Action item:
Which lines of the data contain the string "dead"? Copy every one of them.

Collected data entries
------------------------------------------------

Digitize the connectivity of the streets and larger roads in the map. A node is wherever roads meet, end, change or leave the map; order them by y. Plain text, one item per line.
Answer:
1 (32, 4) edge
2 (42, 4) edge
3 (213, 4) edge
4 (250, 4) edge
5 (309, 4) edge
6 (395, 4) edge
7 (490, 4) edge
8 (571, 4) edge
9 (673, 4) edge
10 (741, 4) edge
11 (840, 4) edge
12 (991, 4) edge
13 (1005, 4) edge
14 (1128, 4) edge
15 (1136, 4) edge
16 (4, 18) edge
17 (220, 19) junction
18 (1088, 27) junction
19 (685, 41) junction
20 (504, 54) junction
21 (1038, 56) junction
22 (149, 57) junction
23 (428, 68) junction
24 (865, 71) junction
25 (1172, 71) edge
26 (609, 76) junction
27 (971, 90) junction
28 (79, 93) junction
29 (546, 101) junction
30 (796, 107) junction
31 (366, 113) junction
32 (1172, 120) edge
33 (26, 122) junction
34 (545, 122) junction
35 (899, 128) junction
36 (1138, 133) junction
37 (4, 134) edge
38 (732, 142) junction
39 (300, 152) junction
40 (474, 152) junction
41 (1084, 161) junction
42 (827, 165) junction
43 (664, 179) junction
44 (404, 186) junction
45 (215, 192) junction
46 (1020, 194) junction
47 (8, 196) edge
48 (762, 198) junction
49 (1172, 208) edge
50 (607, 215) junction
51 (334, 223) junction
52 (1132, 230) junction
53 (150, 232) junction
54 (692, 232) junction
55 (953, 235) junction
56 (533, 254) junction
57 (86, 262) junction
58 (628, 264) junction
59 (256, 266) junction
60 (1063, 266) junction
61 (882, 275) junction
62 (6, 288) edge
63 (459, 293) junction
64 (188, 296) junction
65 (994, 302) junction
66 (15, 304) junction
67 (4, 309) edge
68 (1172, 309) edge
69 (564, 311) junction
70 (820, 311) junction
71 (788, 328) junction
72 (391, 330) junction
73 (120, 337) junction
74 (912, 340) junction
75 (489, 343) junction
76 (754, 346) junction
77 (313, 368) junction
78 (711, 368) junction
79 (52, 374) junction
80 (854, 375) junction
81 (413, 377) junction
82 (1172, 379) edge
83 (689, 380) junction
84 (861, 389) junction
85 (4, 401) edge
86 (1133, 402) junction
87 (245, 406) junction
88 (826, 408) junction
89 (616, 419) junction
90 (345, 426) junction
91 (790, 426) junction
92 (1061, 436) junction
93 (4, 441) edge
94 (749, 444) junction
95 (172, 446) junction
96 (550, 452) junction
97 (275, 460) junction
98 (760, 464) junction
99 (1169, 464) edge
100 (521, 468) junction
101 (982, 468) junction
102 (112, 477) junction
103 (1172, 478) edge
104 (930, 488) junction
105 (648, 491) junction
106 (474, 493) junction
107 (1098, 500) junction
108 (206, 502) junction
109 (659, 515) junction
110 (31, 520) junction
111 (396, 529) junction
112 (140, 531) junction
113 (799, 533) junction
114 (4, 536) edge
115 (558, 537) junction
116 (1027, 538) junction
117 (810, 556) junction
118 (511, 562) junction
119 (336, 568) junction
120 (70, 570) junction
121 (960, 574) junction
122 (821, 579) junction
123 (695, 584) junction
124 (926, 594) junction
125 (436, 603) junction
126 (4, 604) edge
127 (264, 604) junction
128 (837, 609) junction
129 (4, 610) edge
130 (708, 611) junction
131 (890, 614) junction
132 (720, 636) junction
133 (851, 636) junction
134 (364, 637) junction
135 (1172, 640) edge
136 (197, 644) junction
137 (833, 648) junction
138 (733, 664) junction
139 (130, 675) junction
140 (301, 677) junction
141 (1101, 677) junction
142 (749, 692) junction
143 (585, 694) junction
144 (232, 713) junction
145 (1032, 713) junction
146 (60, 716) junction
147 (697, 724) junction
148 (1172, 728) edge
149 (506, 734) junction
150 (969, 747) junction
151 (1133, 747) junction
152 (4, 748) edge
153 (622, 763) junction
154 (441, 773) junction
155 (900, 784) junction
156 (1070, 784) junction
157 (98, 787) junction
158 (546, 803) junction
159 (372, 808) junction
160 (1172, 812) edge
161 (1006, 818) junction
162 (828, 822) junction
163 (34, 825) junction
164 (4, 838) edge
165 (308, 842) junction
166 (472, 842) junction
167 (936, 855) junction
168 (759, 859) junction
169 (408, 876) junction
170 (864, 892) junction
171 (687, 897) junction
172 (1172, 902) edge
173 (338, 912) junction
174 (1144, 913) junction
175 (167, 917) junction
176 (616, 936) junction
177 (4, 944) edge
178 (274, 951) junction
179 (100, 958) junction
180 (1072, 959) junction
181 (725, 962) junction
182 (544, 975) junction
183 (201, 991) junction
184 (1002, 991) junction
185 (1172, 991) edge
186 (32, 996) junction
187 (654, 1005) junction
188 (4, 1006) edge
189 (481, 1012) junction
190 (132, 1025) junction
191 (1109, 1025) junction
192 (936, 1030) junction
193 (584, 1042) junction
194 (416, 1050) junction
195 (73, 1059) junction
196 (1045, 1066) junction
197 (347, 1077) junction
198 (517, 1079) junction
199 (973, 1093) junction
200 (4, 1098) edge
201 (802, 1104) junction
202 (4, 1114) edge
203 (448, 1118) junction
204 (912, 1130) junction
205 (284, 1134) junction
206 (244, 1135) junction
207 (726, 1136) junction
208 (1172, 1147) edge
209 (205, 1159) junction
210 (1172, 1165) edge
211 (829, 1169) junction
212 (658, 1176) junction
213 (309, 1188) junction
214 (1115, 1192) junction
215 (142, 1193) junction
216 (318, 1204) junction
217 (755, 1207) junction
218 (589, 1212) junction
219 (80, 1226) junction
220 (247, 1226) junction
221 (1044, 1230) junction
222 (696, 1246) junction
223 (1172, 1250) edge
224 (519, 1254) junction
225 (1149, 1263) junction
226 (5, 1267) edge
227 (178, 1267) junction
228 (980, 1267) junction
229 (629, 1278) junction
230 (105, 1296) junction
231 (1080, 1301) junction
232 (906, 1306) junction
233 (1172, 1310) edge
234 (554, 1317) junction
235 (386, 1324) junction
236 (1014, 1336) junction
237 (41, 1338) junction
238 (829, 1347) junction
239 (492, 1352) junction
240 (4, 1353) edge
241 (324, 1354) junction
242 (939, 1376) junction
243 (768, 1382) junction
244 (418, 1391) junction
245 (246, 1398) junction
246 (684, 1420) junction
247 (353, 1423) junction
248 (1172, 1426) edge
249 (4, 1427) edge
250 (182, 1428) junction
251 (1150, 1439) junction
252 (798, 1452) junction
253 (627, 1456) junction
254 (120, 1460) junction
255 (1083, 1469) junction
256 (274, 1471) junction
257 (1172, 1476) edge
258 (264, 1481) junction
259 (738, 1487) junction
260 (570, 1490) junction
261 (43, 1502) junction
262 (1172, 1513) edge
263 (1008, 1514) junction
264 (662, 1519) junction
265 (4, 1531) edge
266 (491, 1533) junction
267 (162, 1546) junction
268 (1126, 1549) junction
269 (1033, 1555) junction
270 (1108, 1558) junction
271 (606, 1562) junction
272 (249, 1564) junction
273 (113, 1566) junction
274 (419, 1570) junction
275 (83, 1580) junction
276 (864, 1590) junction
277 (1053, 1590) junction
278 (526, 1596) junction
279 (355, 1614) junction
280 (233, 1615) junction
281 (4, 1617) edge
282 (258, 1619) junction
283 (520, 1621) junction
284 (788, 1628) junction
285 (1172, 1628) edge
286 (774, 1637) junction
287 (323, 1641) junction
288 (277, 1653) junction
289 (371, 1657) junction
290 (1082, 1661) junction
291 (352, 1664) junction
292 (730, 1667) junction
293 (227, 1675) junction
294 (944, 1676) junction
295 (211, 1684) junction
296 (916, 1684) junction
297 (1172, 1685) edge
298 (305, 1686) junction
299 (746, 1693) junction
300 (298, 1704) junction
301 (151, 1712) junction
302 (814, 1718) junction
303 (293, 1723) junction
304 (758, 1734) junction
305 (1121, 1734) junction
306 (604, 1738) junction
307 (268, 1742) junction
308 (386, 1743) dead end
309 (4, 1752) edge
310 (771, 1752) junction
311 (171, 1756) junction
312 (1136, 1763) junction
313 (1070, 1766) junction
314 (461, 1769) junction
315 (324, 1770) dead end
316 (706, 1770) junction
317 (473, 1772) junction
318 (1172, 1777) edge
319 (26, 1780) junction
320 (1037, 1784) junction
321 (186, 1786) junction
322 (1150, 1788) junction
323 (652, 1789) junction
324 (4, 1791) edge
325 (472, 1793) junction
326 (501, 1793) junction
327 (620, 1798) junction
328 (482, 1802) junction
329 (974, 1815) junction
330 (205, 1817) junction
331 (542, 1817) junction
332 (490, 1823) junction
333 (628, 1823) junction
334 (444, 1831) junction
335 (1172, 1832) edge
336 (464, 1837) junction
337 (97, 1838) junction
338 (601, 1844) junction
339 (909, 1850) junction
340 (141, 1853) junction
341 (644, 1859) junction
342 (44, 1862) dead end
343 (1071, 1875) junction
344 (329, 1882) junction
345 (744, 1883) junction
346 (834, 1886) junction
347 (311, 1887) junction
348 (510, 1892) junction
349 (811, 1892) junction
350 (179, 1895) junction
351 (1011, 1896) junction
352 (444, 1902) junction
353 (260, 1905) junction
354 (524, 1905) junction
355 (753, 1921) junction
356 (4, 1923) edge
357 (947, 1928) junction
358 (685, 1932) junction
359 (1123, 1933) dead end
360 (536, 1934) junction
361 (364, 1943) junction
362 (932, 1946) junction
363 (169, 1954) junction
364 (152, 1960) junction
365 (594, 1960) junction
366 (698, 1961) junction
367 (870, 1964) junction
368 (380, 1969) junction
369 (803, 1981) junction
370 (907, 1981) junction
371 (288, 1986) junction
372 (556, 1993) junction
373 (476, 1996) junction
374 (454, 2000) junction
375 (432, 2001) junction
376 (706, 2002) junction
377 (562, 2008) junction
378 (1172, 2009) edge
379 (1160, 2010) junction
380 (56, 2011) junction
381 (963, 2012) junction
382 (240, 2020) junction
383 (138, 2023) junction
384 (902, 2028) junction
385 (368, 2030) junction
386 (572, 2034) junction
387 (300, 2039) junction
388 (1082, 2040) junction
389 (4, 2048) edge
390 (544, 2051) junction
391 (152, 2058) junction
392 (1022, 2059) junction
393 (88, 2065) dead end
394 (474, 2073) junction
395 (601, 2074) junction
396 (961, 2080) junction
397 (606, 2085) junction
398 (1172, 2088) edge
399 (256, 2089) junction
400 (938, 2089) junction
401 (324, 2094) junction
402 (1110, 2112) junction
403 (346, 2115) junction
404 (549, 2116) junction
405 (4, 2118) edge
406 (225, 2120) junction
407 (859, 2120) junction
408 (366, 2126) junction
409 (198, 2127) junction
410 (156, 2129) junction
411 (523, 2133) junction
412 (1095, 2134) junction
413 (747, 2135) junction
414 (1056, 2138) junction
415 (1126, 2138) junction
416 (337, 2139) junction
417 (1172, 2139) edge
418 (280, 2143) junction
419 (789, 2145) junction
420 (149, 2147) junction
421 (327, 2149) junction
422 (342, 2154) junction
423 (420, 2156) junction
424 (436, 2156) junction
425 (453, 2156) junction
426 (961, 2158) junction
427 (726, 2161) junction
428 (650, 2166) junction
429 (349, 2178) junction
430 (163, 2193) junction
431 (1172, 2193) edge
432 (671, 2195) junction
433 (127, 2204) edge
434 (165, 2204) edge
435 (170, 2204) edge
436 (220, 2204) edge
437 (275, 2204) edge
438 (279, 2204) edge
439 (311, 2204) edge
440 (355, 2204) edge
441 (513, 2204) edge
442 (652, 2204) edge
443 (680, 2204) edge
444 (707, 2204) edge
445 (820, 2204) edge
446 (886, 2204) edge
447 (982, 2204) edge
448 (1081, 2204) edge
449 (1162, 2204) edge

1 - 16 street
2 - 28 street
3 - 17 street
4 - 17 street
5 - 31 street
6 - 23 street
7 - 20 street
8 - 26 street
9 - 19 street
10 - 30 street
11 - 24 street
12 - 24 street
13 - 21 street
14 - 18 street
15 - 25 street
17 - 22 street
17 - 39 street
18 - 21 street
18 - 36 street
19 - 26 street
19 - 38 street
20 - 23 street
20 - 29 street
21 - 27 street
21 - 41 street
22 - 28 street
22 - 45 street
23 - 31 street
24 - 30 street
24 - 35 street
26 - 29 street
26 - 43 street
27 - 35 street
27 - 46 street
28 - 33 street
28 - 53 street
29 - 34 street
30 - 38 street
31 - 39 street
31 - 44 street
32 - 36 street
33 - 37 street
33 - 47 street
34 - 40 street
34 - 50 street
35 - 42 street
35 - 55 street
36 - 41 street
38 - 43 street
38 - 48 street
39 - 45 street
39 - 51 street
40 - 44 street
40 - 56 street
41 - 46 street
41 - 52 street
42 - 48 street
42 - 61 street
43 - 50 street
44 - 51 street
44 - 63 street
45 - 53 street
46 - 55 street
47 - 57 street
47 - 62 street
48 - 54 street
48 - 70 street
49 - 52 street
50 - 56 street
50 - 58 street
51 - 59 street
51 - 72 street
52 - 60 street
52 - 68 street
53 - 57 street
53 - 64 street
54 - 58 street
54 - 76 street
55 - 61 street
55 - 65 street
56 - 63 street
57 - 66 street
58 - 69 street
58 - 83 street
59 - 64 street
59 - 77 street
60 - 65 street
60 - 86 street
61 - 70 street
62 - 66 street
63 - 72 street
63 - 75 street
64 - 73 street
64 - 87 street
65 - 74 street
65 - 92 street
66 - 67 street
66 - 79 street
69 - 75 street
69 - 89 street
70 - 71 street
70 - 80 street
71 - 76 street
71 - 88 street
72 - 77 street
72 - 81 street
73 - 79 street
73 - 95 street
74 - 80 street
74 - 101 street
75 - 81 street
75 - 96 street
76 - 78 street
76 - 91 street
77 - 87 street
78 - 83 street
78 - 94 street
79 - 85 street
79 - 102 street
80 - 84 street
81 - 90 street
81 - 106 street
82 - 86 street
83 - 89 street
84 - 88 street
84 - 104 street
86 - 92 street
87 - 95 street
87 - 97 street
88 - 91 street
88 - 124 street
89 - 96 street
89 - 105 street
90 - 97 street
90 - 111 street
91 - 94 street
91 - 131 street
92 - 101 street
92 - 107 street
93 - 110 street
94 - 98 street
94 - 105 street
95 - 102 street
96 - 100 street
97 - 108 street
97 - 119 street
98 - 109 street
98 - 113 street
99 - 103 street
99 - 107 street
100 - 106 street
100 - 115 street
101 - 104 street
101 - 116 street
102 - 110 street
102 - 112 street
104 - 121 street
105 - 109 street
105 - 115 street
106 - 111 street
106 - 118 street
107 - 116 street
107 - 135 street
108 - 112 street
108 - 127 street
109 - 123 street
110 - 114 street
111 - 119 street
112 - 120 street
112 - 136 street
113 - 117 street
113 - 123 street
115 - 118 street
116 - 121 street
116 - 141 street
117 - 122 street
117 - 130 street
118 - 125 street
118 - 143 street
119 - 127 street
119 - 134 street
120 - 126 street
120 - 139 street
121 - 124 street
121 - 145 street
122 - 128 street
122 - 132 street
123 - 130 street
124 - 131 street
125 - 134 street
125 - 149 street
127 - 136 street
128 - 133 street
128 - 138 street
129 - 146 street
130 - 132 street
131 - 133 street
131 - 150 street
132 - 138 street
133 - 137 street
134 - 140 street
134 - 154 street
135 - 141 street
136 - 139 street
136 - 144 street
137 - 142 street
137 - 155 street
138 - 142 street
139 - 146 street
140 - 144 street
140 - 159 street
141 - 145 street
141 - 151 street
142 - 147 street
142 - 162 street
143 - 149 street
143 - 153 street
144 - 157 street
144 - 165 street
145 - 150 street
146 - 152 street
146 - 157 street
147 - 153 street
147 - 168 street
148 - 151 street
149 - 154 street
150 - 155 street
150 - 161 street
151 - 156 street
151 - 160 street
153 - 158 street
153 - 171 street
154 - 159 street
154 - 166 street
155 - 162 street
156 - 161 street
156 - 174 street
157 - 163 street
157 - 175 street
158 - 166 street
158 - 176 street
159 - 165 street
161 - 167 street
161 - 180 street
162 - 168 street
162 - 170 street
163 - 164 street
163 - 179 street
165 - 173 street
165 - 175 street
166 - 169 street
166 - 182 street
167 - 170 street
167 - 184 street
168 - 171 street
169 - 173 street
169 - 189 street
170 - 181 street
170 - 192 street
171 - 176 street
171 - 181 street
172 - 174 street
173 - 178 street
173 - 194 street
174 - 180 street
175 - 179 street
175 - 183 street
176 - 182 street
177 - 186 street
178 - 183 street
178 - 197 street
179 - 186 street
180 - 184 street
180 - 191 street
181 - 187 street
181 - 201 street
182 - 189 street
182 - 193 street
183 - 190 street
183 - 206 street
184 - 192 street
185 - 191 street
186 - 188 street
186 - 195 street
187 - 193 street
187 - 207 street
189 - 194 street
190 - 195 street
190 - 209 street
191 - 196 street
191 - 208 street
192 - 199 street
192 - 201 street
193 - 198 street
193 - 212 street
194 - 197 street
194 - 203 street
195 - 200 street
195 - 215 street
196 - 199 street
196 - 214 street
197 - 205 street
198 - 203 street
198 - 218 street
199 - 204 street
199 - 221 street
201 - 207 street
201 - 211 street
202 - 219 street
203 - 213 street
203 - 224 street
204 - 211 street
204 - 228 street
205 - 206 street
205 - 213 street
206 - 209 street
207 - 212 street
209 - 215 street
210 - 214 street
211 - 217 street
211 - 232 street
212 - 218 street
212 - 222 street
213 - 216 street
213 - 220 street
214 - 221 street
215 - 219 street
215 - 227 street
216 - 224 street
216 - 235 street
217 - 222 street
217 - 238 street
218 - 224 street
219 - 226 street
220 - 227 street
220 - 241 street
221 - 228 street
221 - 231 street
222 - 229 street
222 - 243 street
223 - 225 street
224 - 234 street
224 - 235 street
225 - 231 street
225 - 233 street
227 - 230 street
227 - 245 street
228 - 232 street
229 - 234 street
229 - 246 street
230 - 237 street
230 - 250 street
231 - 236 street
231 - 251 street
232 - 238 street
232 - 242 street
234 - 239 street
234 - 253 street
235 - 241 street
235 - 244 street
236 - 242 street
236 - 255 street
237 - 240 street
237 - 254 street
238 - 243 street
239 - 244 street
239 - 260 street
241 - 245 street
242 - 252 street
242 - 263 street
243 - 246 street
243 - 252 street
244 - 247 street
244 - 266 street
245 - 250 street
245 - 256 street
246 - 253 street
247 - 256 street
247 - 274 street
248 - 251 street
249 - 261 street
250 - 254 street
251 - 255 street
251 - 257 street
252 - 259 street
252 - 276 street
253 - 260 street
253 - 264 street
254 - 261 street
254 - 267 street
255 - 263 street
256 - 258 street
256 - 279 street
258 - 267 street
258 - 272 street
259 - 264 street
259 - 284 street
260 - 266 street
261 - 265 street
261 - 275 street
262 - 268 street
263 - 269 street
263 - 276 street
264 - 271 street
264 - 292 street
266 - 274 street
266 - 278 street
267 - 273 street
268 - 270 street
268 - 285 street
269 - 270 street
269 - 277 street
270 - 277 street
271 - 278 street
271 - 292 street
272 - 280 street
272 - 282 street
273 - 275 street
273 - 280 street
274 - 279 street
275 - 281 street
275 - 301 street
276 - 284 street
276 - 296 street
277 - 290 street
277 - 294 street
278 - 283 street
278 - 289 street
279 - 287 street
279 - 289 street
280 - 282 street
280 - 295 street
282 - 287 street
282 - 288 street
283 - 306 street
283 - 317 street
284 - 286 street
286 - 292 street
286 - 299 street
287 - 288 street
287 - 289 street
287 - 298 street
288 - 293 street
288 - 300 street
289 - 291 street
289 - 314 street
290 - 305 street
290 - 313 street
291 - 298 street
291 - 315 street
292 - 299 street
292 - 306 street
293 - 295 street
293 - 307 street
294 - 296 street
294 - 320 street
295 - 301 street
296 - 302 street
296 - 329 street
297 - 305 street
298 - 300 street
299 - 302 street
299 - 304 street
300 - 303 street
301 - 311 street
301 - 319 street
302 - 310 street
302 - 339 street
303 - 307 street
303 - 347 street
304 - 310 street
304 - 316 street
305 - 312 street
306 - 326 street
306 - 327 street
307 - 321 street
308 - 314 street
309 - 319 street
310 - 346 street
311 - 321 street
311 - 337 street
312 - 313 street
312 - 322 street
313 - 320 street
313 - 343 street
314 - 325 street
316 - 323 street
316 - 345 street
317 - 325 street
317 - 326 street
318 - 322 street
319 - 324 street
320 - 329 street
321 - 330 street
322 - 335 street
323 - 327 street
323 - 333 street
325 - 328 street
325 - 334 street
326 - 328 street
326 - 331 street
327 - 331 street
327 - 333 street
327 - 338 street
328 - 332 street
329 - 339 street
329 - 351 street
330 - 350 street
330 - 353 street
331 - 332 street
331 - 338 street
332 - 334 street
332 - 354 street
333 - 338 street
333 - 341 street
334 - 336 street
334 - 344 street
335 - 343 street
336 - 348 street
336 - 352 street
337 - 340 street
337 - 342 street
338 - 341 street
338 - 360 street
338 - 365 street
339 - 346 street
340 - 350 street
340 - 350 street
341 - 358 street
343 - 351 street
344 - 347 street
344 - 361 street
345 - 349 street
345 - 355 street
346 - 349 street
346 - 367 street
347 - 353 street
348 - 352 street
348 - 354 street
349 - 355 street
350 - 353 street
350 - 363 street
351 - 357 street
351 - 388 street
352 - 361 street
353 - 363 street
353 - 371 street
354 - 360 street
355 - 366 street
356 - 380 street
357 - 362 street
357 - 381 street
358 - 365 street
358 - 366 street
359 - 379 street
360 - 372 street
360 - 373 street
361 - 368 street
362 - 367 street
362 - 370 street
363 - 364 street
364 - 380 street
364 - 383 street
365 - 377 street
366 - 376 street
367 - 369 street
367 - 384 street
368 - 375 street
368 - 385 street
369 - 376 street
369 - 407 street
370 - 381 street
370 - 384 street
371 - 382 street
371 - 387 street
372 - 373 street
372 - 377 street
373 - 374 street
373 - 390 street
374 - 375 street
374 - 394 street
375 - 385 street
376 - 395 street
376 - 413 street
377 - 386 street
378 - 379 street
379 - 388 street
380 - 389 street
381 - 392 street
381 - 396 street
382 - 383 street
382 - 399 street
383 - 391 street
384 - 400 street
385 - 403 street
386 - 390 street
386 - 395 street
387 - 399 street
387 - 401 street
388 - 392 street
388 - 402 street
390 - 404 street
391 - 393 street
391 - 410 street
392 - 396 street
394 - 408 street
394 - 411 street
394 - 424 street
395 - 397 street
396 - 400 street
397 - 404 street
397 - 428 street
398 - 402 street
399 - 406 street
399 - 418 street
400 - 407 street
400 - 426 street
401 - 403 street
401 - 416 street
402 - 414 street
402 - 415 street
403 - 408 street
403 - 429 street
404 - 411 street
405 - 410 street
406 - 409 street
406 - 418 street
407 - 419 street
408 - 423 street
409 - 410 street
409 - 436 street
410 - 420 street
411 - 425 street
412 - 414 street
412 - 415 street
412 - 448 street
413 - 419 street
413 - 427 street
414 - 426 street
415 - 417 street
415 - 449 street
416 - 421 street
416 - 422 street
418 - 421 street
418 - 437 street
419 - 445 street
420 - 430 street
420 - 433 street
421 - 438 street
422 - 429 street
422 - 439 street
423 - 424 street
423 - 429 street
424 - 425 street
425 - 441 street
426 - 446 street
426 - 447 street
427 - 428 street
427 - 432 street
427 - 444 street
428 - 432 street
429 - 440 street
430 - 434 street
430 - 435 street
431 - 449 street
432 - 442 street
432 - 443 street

------------------------------------------------

Exercise solution:
308 (386, 1743) dead end
315 (324, 1770) dead end
342 (44, 1862) dead end
359 (1123, 1933) dead end
393 (88, 2065) dead end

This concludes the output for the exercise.